TFB2M activates aerobic glycolysis in hepatocellular carcinoma cells through the NAD+ /SIRT3/HIF-1α signaling.

Abstract

Increased aerobic glycolysis has been well-known as a hallmark of cancer, which is closely related to mitochondrial dysfunction. TFB2M (mitochondrial transcription factor B2) is a core mitochondrial transcription factor, which has been shown by us to play an oncogenic role in hepatocellular carcinoma (HCC). However, whether TFB2M contributes to the aerobic glycolysis in HCC cells remains unexplored. The role and underlying molecular mechanisms of TFB2M in the regulation of aerobic glycolysis in HCC cells were systematically investigated by in vitro cell glucose metabolism and metabolomics analyses.
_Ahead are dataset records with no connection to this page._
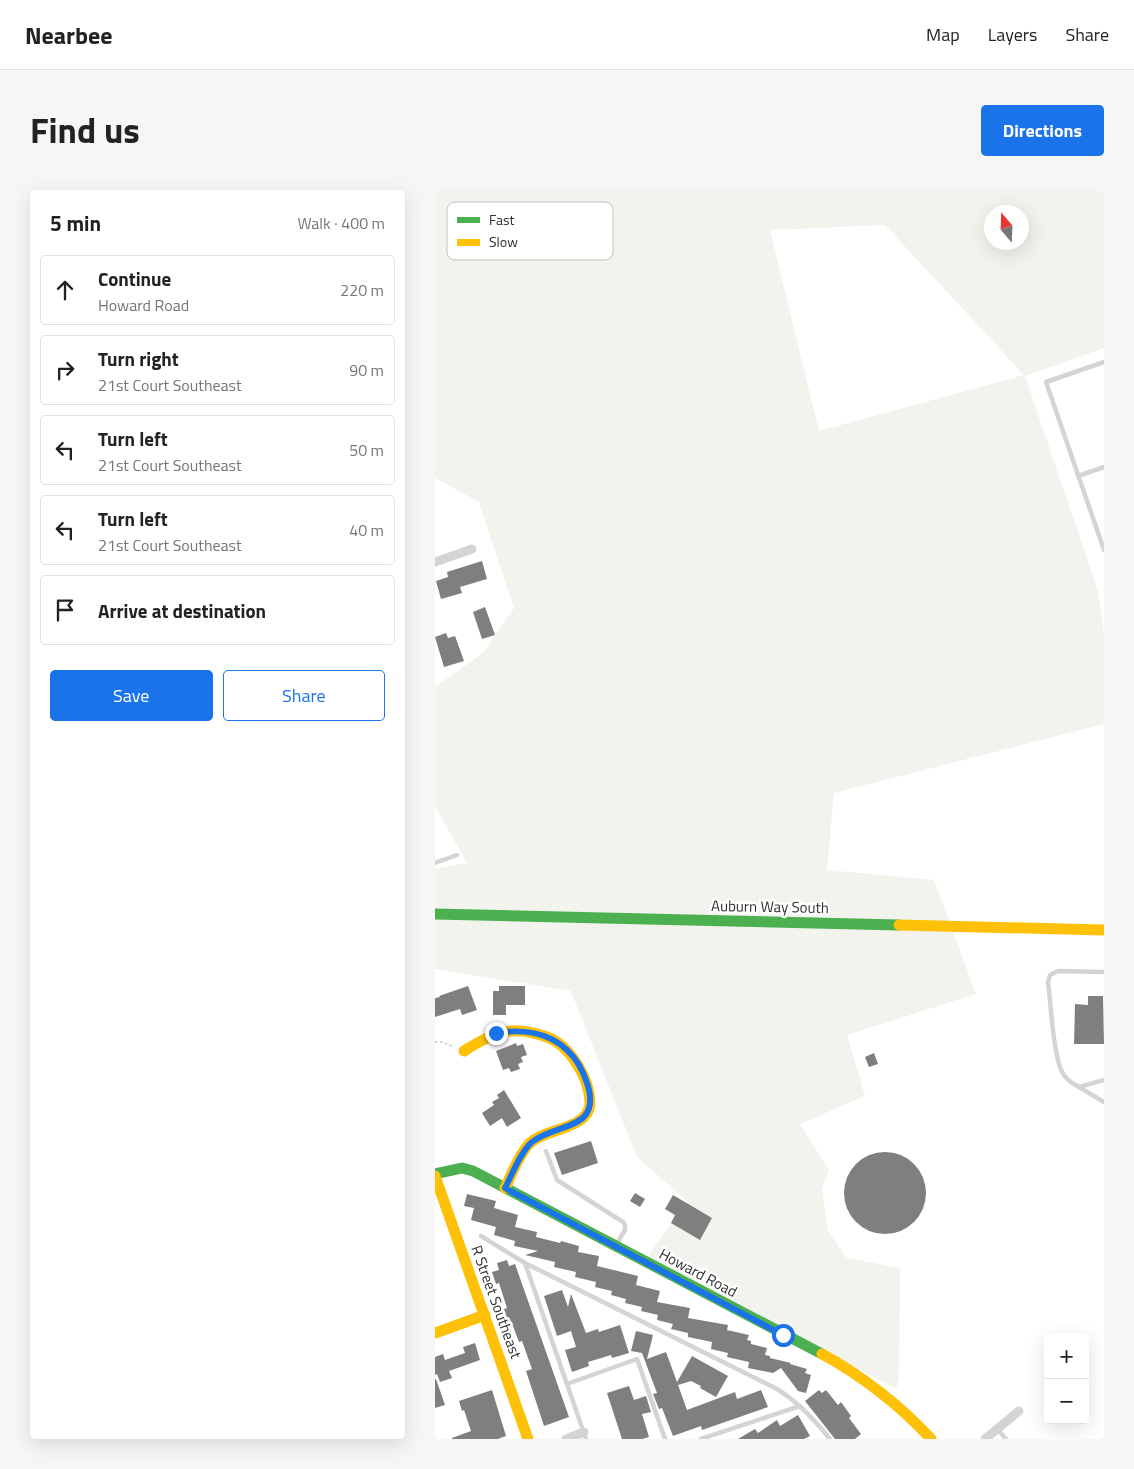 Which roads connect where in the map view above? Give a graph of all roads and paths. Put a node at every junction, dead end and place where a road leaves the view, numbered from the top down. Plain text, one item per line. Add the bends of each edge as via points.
1 (1104, 362) edge
2 (1104, 467) edge
3 (1078, 476) junction
4 (472, 549) dead end
5 (1104, 550) edge
6 (435, 562) edge
7 (457, 855) dead end
8 (435, 863) edge
9 (435, 914) edge
10 (1104, 930) edge
11 (1104, 972) edge
12 (435, 1042) edge
13 (464, 1051) joint
14 (1104, 1080) edge
15 (1079, 1087) junction
16 (1104, 1102) edge
17 (546, 1152) dead end
18 (435, 1175) edge
19 (505, 1188) junction
20 (481, 1236) dead end
21 (616, 1246) junction
22 (525, 1264) junction
23 (485, 1315) junction
24 (435, 1333) edge
25 (567, 1384) junction
26 (800, 1406) junction
27 (1019, 1411) dead end
28 (997, 1429) junction
29 (585, 1436) edge
30 (528, 1439) edge
31 (566, 1439) edge
32 (665, 1439) edge
33 (701, 1439) edge
34 (830, 1439) edge
35 (931, 1439) edge
36 (985, 1439) edge
37 (1006, 1439) edge

1 - 3 lane via 1046,382
2 - 3 lane
3 - 5 lane
4 - 6 street
7 - 8 lane
9 - 10 street, Auburn Way South
11 - 15 lane via 1059,971 1051,975 1048,982 1058,1062 1063,1074
12 - 13 path
13 - 19 street via 496,1033 511,1030 543,1036 569,1052 585,1078 591,1104 589,1110 574,1124 530,1143
14 - 15 lane
15 - 16 lane
17 - 21 lane via 557,1180 623,1222 625,1230
18 - 19 street, Howard Road via 462,1168
18 - 23 street, R Street Southeast
19 - 21 street, Howard Road
20 - 22 lane
21 - 35 street, Howard Road via 833,1360 900,1408
22 - 25 lane
22 - 26 lane via 777,1389
23 - 24 street
23 - 30 street, R Street Southeast
25 - 29 lane
25 - 32 lane via 637,1359
26 - 33 lane
26 - 34 lane
27 - 28 street
28 - 36 street
28 - 37 lane
29 - 31 street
Besides, the effects of TFB2M-regulated aerobic glycolysis in the growth and metastasis of HCC cells were also explored. Here, we show that TFB2M markedly enhanced the reprogramming of glucose metabolism from oxidative phosphorylation to aerobic glycolysis mainly through two mechanisms. On the one hand, TFB2M increased the expressions of glycolytic genes GAPDH, LDHA, GLUT1, and HK2. On the other hand, TFB2M decreased the expression of peroxisome proliferator-activated receptor gamma coactivator 1 alpha (PGC-1α), a critical regulator of mitochondrial respiration. Mechanistically, TFB2M regulates the upregulation of glycolytic genes and downregulation of PGC-1α mainly through NAD+ /SIRT3/HIF-1α signaling. Additionally, we found that TFBM2 promoted the progression of HCC cells through HIF-1α-regulated reprogramming of glucose metabolism. Our findings indicate that TFB2M serves as a critical glucose metabolic reprogramming mechanism in tumorigenesis, which could be used as potential therapeutic target in HCC.